A Defensoria Pública do Estado do Rio Grande do Norte (DPERN) recomendou que a Prefeitura de Natal adote medidas para ampliar e qualificar o atendimento multiprofissional destinado a crianças e adolescentes com Transtorno do Espectro Autista (TEA) na rede municipal de saúde.
A orientação foi expedida pelo Núcleo Especializado de Defesa da Saúde (NUDESA) e pela 10ª Defensoria Cível de Natal. O foco é reforçar a estrutura do serviço que funciona no CEI Leste II – Espaço Crescer, com a reforma e adequação de sete salas atualmente desocupadas e a implantação de novas equipes especializadas.
Segundo a Defensoria, a ampliação é necessária para reduzir a fila de espera. Levantamento feito pelo órgão aponta que mais de 5 mil crianças e adolescentes aguardavam avaliação global do desenvolvimento em dezembro de 2025. Para a instituição, o número evidencia que a rede pública não consegue atender à demanda atual.

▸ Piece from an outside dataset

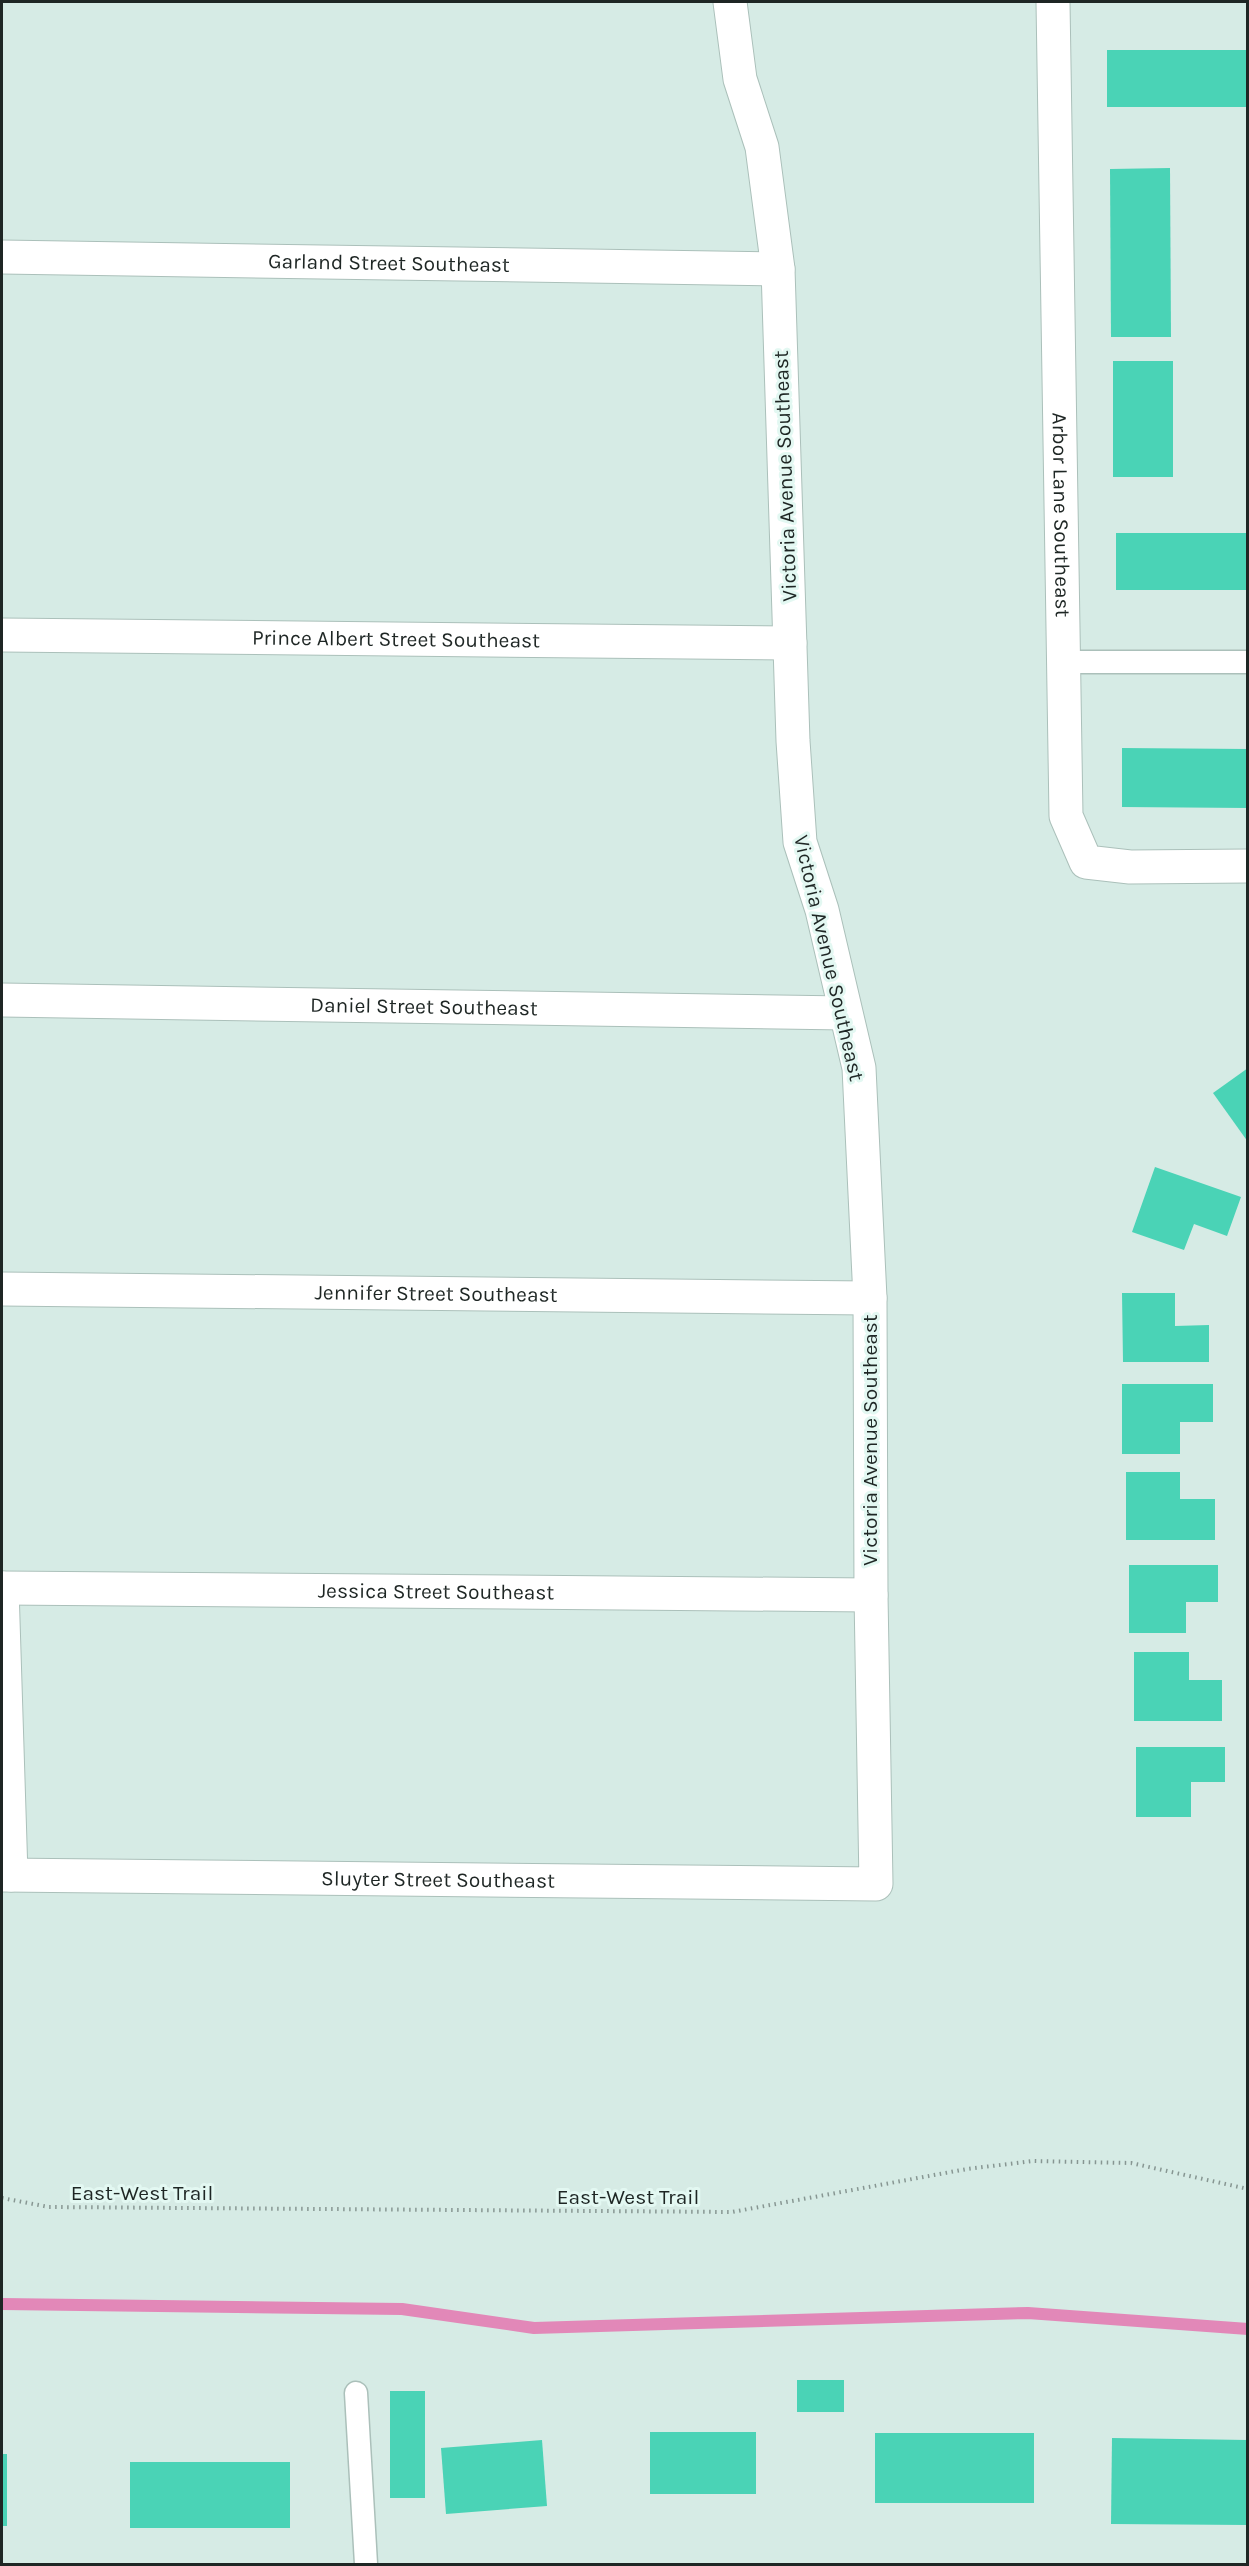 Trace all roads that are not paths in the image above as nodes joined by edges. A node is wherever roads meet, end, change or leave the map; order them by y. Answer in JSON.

O documento destaca que o cuidado com pessoas com TEA não deve se limitar ao diagnóstico. A recomendação prevê acompanhamento contínuo, com terapias e intervenções especializadas. As equipes devem ser formadas por profissionais como fonoaudiólogo, terapeuta ocupacional, psicólogo, psicopedagogo, psicomotricista, especialistas em Análise do Comportamento Aplicada (ABA) e neuropsicólogo.
A Defensoria também orientou o município a criar um protocolo clínico e assistencial específico para organizar o acesso a consultas de neuropediatria e psiquiatria infantil, além de definir critérios claros de encaminhamento entre as Unidades Básicas de Saúde e os serviços especializados.

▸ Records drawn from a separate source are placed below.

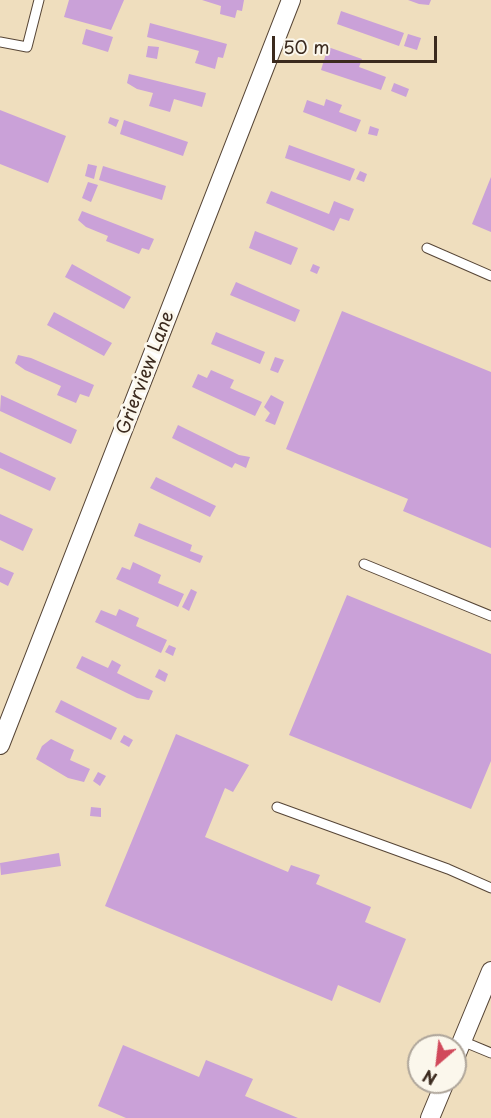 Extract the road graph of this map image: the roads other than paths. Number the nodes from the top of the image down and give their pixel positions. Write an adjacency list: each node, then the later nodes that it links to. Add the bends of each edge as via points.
1 (39, 0): 3 (lane, via 27,47)
2 (291, 0): 8 (street, Grierview Lane)
3 (0, 42)
4 (427, 248): 5 (lane)
5 (491, 276)
6 (364, 564): 7 (lane)
7 (491, 616)
8 (0, 746)
9 (277, 807): 10 (lane)
10 (491, 888)
11 (491, 971): 12 (street)
12 (464, 1034)
13 (467, 1050): 14 (lane)
14 (491, 1053)
15 (440, 1094): 16 (street)
16 (430, 1118) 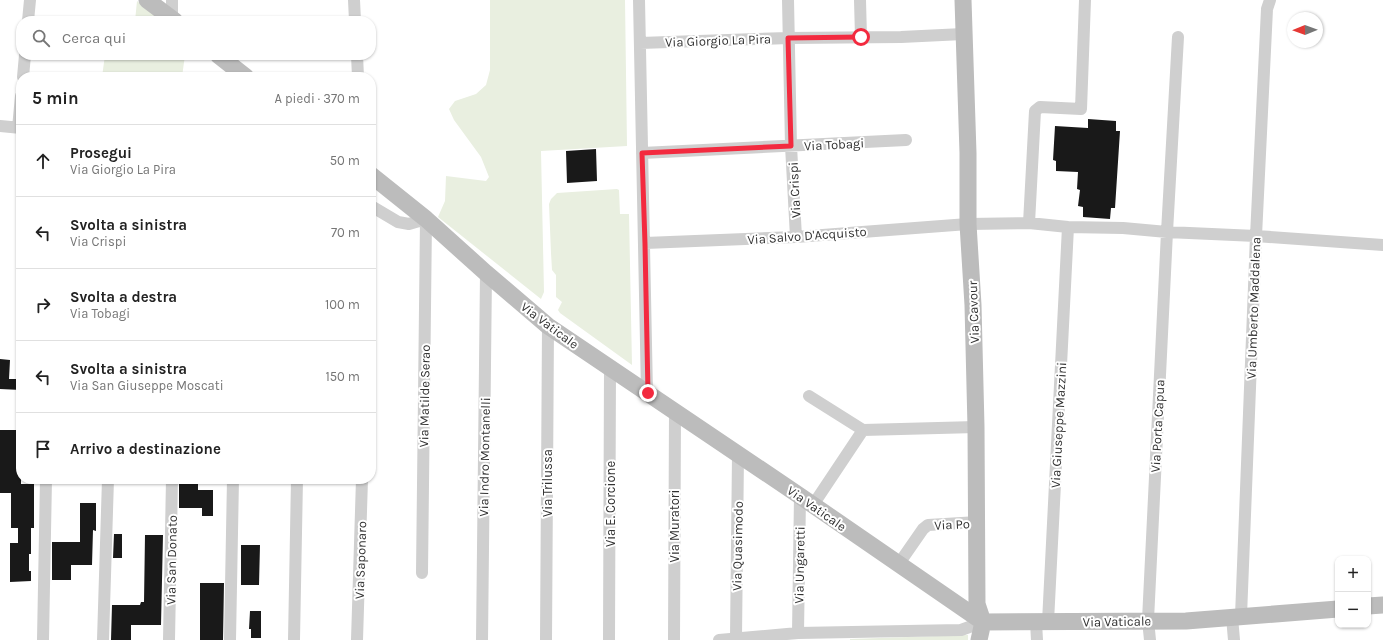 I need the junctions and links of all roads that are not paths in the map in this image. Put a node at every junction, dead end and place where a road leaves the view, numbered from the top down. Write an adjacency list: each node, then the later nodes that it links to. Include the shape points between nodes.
1 (30, 0): 11 (street)
2 (146, 0): 12 (street)
3 (172, 0): 13 (street)
4 (354, 0): 14 (street)
5 (639, 0): 19 (street)
6 (788, 0): 17 (street, Via Crispi)
7 (860, 0): 16 (street)
8 (963, 0): 15 (street, Via Cavour)
9 (1085, 0): 34 (street, via 1081,109 1040,107 1035,111)
10 (1270, 0): 38 (street, Via Umberto Maddalena)
11 (28, 16)
12 (168, 16)
13 (174, 16)
14 (355, 16)
15 (963, 34): 16 (street, Via Giorgio La Pira); 35 (street, Via Cavour)
16 (861, 37): 17 (street, Via Giorgio La Pira)
17 (788, 38): 19 (street, Via Giorgio La Pira); 29 (street, Via Crispi)
18 (1178, 38): 37 (street, Via Porta Capua)
19 (640, 42): 30 (street)
20 (25, 60): 23 (street)
21 (224, 60): 24 (street)
22 (357, 60): 25 (street)
23 (23, 72)
24 (240, 72)
25 (358, 72)
26 (0, 126): 27 (street)
27 (16, 128)
28 (906, 140): 29 (street, Via Tobagi)
29 (791, 146): 30 (street, Via Tobagi); 39 (street, Via Crispi)
30 (642, 153): 40 (street)
31 (376, 179): 33 (street, Via Vaticale)
32 (376, 209): 33 (street, via 398,222 409,224)
33 (426, 219): 42 (street, Via Vaticale); 60 (street, Via Matilde Serao)
34 (1029, 223): 35 (street, Via Salvo D'Acquisto); 36 (street, Via Salvo D'Acquisto)
35 (968, 224): 39 (street, Via Salvo D'Acquisto); 48 (street, Via Cavour)
36 (1068, 227): 37 (street, Via Salvo D'Acquisto); 67 (street, Via Giuseppe Mazzini)
37 (1167, 232): 38 (street, Via Salvo D'Acquisto); 65 (street, Via Porta Capua)
38 (1256, 236): 41 (street, Via Salvo D'Acquisto); 64 (street, Via Umberto Maddalena)
39 (796, 237): 40 (street, Via Salvo D'Acquisto)
40 (645, 244): 45 (street)
41 (1383, 245)
42 (486, 273): 43 (street, Via Vaticale); 77 (street, Via Indro Montanelli)
43 (548, 326): 44 (street, Via Vaticale); 78 (street, Via Trilussa)
44 (610, 368): 45 (street, Via Vaticale); 79 (street, Via E. Corcione)
45 (648, 393): 47 (street, Via Vaticale)
46 (809, 396): 49 (street)
47 (675, 412): 50 (street, Via Vaticale); 80 (street, Via Muratori)
48 (976, 427): 49 (street); 58 (street, Via Cavour)
49 (863, 430): 57 (street)
50 (738, 454): 57 (street, Via Vaticale); 70 (street, Via Quasimodo)
51 (46, 484): 71 (street)
52 (108, 484): 72 (street)
53 (172, 484): 73 (street, Via San Donato)
54 (233, 484): 74 (street)
55 (297, 484): 75 (street)
56 (362, 484): 76 (street, Via Saponaro)
57 (806, 501): 59 (street, Via Vaticale); 68 (street, Via Ungaretti)
58 (978, 522): 59 (street, Via Po, via 928,525); 66 (street, Via Cavour, via 977,604)
59 (898, 565): 66 (street, Via Vaticale)
60 (422, 573)
61 (1383, 605): 62 (street)
62 (1371, 606)
63 (1335, 609): 64 (street, Via Vaticale)
64 (1236, 616): 65 (street, Via Vaticale, via 1186,621); 85 (street, Via Umberto Maddalena)
65 (1148, 620): 67 (street, Via Vaticale); 84 (street, Via Porta Capua)
66 (983, 622): 67 (street, Via Vaticale); 69 (street, via 961,630); 82 (street)
67 (1042, 622): 83 (street, Via Giuseppe Mazzini)
68 (798, 633): 69 (street); 70 (street)
69 (814, 636)
70 (738, 639): 81 (street)
71 (43, 640)
72 (103, 640)
73 (169, 640)
74 (230, 640)
75 (294, 640)
76 (357, 640)
77 (482, 640)
78 (546, 640)
79 (609, 640)
80 (674, 640)
81 (719, 640)
82 (979, 640)
83 (1037, 640)
84 (1150, 640)
85 (1234, 640)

Outro ponto é a capacitação permanente dos profissionais da atenção básica, com foco na identificação precoce de sinais do autismo e no acompanhamento do desenvolvimento infantil.

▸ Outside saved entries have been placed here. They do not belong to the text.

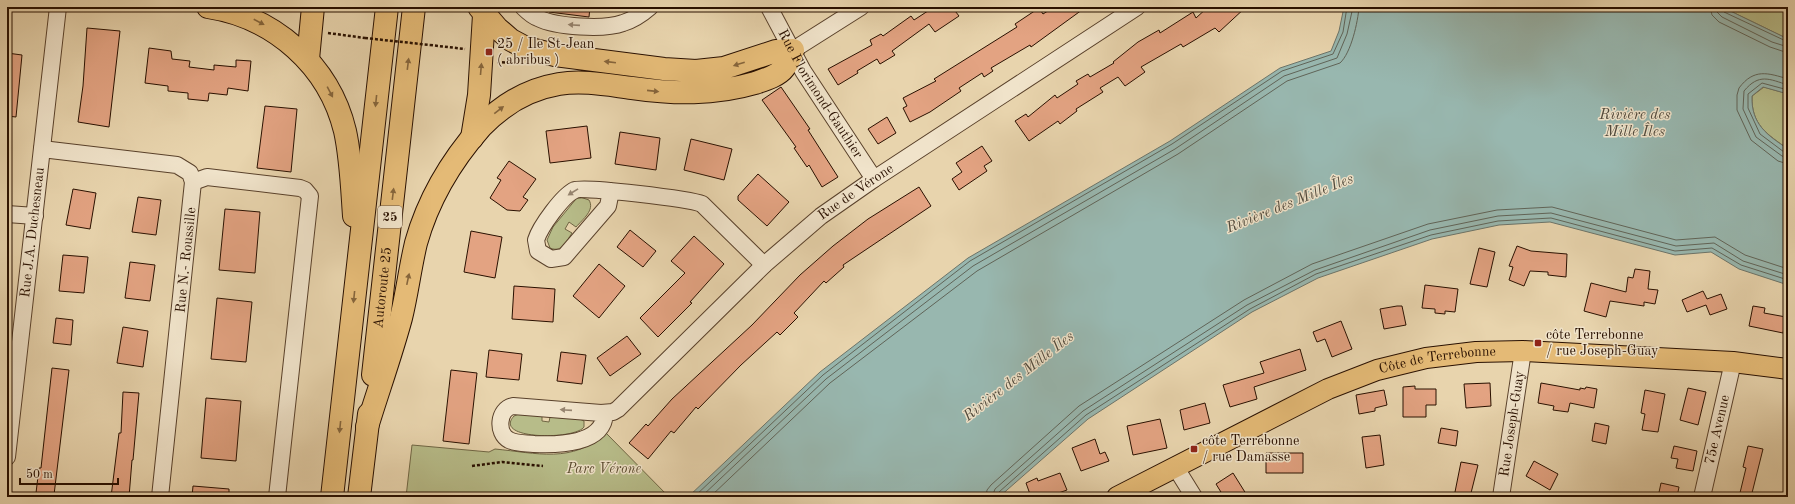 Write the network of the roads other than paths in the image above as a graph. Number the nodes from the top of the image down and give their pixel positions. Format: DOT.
graph roads {
  1 [pos="58,7"];
  2 [pos="208,7"];
  3 [pos="313,7"];
  4 [pos="387,7"];
  5 [pos="414,7"];
  6 [pos="523,7"];
  7 [pos="650,7"];
  8 [pos="769,7"];
  9 [pos="861,7"];
  10 [pos="1137,7"];
  11 [pos="482,11"];
  12 [pos="793,50"];
  13 [pos="308,60"];
  14 [pos="472,138"];
  15 [pos="42,149"];
  16 [pos="874,179"];
  17 [pos="193,182"];
  18 [pos="611,191"];
  19 [pos="7,214"];
  20 [pos="35,216"];
  21 [pos="358,259"];
  22 [pos="764,265"];
  23 [pos="1523,350"];
  24 [pos="1733,362"];
  25 [pos="1788,369"];
  26 [pos="12,370"];
  27 [pos="605,412"];
  28 [pos="367,427"];
  29 [pos="7,457"];
  30 [pos="1176,468"];
  31 [pos="160,497"];
  32 [pos="277,497"];
  33 [pos="332,497"];
  34 [pos="359,497"];
  35 [pos="1117,497"];
  36 [pos="1194,497"];
  37 [pos="1502,497"];
  38 [pos="1702,497"];
  1 -- 15 [label="street, Rue J.A. Duchesneau"];
  2 -- 13 [label="highway, one-way"];
  3 -- 13 [label="highway"];
  4 -- 21 [label="highway, Autoroute 25 / 25, one-way"];
  28 -- 5 [label="highway, Autoroute 25 / 25, one-way"];
  7 -- 6 [label="street, one-way"];
  8 -- 12 [label="street, Rue Florimond-Gauthier"];
  9 -- 12 [label="street"];
  10 -- 16 [label="street, Rue de Vérone"];
  12 -- 11 [label="highway, one-way"];
  14 -- 11 [label="highway, one-way"];
  14 -- 12 [label="highway, one-way"];
  12 -- 16 [label="street, Rue Florimond-Gauthier"];
  13 -- 21 [label="highway, one-way"];
  28 -- 14 [label="highway, one-way"];
  15 -- 17 [label="street"];
  15 -- 20 [label="street, Rue J.A. Duchesneau"];
  16 -- 22 [label="street, Rue de Vérone"];
  17 -- 31 [label="street, Rue N.- Roussille"];
  17 -- 32 [label="street"];
  18 -- 18 [label="street, one-way"];
  18 -- 22 [label="street"];
  19 -- 20 [label="street"];
  20 -- 26 [label="street, Rue J.A. Duchesneau"];
  21 -- 33 [label="highway, Autoroute 25 / 25, one-way"];
  22 -- 27 [label="street, Rue de Vérone"];
  23 -- 24 [label="main road, Côte de Terrebonne"];
  23 -- 30 [label="main road, Côte de Terrebonne"];
  23 -- 37 [label="street, Rue Joseph-Guay"];
  24 -- 25 [label="main road, Côte de Terrebonne"];
  24 -- 38 [label="street, 75e Avenue"];
  26 -- 29 [label="street, Rue J.A. Duchesneau"];
  27 -- 27 [label="street, Rue de Vérone, one-way"];
  28 -- 34 [label="highway, Autoroute 25 / 25"];
  30 -- 35 [label="main road, Côte de Terrebonne"];
  30 -- 36 [label="street"];
}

A Secretaria Municipal de Saúde tem prazo de 15 dias úteis para informar quais providências serão adotadas e apresentar um cronograma com datas para conclusão das obras, formação das equipes e início do atendimento ampliado. Caso a recomendação não seja cumprida, a Defensoria poderá adotar medidas judiciais.
Para a DPERN, o início precoce das terapias é decisivo para melhorar o desenvolvimento das crianças com TEA e garantir atendimento integral às famílias.